[Opening Dataset content section]
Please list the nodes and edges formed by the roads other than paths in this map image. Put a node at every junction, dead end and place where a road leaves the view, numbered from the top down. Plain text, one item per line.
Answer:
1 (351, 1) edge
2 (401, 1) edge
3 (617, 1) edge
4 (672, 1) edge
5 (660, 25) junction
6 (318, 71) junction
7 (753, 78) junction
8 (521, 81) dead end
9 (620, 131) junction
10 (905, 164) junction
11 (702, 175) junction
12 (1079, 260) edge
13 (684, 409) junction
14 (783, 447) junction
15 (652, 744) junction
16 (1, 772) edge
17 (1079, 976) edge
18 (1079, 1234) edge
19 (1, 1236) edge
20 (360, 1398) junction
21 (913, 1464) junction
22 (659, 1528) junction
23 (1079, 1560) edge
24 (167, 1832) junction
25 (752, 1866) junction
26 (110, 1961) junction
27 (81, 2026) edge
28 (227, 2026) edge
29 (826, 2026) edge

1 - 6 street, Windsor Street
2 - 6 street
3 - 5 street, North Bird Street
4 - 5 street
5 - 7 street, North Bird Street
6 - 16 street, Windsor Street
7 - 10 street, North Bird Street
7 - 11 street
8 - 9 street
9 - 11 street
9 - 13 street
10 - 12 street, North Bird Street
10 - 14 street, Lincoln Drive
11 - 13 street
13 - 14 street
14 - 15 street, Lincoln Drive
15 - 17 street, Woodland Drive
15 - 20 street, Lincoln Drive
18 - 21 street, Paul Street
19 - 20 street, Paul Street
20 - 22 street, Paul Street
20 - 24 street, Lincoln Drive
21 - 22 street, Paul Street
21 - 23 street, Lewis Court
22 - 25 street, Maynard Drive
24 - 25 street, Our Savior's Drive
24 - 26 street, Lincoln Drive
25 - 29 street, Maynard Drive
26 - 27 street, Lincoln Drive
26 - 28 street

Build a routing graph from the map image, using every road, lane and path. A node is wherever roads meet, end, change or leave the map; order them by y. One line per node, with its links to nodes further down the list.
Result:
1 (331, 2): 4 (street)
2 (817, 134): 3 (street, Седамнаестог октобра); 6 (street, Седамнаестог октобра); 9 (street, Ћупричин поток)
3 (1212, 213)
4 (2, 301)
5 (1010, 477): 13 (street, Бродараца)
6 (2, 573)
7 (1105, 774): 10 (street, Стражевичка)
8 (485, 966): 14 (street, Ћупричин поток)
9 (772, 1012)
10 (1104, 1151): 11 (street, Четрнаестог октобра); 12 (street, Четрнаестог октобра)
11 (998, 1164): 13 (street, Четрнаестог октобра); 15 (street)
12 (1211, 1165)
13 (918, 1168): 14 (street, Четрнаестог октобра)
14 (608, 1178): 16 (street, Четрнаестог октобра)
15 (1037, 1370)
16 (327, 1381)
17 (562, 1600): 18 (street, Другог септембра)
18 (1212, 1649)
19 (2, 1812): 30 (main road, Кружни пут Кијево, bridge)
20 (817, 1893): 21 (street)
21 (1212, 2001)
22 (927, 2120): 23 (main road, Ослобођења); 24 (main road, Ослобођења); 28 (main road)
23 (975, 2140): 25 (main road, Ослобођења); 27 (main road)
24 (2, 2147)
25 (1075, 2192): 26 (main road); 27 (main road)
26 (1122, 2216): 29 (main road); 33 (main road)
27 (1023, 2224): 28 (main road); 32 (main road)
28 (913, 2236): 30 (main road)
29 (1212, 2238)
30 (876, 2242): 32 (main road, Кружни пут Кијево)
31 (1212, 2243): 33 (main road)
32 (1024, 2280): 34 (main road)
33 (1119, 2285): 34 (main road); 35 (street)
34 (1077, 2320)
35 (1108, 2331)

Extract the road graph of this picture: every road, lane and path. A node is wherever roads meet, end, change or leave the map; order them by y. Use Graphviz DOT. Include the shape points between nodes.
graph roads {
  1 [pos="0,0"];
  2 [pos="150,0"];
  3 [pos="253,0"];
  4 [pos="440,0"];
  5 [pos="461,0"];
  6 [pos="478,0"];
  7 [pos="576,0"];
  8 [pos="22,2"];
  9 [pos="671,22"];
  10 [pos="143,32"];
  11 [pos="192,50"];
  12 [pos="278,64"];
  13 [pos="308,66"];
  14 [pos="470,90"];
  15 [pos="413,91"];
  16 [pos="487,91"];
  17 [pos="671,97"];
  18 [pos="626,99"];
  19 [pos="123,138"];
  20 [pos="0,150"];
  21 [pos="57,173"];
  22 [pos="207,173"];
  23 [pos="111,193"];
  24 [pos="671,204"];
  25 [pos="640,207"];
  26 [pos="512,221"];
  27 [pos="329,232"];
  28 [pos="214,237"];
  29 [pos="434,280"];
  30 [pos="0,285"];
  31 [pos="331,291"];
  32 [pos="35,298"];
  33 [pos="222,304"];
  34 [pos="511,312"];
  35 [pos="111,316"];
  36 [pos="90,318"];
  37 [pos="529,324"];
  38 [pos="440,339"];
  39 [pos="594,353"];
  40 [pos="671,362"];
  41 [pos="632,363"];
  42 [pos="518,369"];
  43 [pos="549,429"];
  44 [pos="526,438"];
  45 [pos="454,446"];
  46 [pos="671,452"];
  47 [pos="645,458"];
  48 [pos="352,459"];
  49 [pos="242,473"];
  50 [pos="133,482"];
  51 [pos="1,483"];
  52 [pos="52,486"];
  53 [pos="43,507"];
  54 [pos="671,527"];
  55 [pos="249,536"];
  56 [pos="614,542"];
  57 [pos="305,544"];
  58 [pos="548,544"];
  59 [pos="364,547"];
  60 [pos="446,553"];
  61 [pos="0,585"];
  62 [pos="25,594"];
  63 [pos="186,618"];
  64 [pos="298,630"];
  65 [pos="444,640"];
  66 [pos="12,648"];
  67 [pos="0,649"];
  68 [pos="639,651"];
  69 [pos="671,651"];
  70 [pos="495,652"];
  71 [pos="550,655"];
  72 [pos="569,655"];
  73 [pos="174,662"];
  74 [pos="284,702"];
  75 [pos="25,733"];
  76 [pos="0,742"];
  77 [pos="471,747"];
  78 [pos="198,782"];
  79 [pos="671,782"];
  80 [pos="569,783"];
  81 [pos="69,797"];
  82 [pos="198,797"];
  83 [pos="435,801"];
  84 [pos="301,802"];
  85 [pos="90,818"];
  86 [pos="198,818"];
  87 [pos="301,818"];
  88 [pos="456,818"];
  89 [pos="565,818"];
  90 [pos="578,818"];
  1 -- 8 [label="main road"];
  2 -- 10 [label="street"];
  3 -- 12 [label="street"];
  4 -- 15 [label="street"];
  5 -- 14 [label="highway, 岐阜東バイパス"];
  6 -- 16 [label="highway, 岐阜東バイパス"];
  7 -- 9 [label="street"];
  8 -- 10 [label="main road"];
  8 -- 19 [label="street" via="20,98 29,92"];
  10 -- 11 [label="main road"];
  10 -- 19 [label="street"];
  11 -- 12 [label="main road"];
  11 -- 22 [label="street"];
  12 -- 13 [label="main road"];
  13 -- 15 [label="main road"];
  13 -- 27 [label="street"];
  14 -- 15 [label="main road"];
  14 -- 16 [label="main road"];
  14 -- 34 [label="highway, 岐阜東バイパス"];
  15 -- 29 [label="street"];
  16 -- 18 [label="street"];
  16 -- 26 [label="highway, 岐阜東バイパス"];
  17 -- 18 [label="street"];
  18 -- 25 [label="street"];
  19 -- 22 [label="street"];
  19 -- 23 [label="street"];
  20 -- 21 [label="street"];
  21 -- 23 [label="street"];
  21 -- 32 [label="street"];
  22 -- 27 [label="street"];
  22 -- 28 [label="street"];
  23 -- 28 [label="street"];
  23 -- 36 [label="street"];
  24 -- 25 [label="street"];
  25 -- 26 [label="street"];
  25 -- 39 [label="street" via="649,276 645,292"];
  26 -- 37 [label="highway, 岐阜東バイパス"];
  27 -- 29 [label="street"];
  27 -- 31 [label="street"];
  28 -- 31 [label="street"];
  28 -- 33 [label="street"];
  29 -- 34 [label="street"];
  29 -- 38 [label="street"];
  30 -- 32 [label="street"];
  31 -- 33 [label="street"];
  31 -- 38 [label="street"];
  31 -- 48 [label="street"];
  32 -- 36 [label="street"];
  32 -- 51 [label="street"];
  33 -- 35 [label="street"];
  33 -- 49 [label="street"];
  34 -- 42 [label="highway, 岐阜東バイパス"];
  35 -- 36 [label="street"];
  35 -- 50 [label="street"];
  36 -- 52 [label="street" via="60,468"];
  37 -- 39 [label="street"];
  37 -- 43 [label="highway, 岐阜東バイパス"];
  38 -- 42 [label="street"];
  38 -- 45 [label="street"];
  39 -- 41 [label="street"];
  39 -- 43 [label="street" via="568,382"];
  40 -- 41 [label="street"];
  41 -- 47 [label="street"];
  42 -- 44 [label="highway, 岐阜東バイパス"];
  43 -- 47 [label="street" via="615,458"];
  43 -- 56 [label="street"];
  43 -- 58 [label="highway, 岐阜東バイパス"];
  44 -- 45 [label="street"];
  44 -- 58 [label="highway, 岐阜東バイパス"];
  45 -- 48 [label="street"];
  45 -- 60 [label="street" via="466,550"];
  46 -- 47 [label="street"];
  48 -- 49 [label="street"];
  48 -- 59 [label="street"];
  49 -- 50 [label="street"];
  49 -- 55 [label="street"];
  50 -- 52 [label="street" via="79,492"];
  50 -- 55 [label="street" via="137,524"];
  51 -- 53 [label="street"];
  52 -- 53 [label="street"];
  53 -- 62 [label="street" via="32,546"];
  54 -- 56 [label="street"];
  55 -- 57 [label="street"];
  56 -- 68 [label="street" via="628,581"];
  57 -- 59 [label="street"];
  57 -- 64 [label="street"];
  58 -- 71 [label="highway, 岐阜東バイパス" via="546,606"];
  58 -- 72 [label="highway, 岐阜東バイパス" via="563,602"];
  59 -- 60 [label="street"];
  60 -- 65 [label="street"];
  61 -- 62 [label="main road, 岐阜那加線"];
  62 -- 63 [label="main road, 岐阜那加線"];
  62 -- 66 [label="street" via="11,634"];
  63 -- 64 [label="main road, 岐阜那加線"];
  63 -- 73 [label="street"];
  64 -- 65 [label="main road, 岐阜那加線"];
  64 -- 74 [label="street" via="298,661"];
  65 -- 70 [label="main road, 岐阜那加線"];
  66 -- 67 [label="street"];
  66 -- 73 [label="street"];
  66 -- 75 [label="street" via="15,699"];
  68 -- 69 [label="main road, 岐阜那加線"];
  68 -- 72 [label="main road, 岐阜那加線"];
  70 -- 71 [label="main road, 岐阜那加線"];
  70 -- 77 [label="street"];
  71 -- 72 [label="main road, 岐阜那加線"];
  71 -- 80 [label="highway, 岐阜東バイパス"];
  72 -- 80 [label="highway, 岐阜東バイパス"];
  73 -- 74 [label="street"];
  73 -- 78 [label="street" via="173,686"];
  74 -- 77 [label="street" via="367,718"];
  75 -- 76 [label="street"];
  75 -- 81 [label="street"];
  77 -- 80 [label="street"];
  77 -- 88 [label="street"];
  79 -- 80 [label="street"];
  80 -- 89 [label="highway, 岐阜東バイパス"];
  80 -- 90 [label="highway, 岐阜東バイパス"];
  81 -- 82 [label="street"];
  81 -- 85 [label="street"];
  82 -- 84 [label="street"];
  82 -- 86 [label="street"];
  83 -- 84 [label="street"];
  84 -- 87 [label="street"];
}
[Closing Dataset content section]
# Exercise brief
Scanning the data above, copy out every line where "Maynard" is found.

# Exercise output
22 - 25 street, Maynard Drive
25 - 29 street, Maynard Drive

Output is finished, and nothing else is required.